# Food Aggression toward Other Dogs



## lisazartsi (Nov 30, 2021)

A couple months ago my boyfriend and I adopted a wonderful shepherd mix named Veera off the streets of Manitoba. We don't know much about her past, but based on my observations, it is quite evident that she used to have to fight other dogs for food while she lived on the streets. As she would've been quite small during this time, she likely lost most of her battles for food.

Veera lives at our home and she is the only dog here. She has no issues sharing her food with people and shows no aggression toward humans ever (so far). She LOVES other dogs. We often go to visit my mother and her three dogs for socialization and training practice.
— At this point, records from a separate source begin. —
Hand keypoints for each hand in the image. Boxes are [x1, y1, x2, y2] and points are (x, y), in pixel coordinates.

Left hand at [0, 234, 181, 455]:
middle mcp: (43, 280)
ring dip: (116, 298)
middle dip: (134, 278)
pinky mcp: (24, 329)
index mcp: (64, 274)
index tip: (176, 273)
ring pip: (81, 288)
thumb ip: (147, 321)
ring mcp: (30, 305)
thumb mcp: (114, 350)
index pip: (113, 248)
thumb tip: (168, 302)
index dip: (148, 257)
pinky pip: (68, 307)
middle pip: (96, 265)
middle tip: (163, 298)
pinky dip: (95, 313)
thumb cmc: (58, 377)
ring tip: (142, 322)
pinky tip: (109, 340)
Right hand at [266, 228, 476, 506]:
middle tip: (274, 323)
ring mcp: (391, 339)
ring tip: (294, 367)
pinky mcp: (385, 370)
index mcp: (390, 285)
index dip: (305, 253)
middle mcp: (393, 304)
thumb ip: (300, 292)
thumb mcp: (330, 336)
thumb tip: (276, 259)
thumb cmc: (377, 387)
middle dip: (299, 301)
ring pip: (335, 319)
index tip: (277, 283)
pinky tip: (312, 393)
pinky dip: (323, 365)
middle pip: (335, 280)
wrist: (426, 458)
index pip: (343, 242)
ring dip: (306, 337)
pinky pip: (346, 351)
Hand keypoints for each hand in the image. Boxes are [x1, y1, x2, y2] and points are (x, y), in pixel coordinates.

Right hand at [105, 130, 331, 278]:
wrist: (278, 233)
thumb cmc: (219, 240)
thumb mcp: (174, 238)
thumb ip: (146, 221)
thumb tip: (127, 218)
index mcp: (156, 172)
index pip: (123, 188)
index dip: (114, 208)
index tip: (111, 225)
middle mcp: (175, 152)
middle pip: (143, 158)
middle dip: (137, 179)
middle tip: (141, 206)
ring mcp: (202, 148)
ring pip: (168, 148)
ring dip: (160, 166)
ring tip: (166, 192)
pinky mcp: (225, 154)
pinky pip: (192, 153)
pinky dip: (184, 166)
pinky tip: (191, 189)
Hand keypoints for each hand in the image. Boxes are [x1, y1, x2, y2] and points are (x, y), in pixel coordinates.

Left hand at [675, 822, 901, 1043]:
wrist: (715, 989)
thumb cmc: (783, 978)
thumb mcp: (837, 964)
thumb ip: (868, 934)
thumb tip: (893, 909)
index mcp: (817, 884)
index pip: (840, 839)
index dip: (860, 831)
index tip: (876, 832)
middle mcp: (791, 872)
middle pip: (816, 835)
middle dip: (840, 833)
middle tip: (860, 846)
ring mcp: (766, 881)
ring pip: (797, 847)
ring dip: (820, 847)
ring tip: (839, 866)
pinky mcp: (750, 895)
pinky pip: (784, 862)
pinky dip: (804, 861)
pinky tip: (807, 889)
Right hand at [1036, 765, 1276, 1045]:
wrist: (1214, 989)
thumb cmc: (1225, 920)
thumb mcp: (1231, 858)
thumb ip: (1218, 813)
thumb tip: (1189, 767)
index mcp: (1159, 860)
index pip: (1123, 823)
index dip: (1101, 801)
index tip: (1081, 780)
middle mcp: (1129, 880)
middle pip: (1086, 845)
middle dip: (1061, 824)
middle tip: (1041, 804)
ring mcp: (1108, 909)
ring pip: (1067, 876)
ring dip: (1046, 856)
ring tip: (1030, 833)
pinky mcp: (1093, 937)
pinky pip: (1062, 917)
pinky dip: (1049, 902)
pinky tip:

She gets along with them well, although the one sheltie doesn't like her much and has acted a bit aggressive toward her on a couple occasions.

Twice now during feeding time at my mother's house has Veera become aggressive and tried to attack the sheltie who she has less of a relationship with. The most recent time she grabbed him by the scruff of his neck and attempted to shake him. She didn't want to let him go... It was horrifying  

I am sure that this behaviour is triggered from Veera's past, and I know a solution would be to feed her and keep her food in a room separated from the other dogs, but I am wondering if there is a safe way to train her out of this behaviour? She is highly intelligent and eager to learn, but I don't want to put any other dogs at risk by working on this training. 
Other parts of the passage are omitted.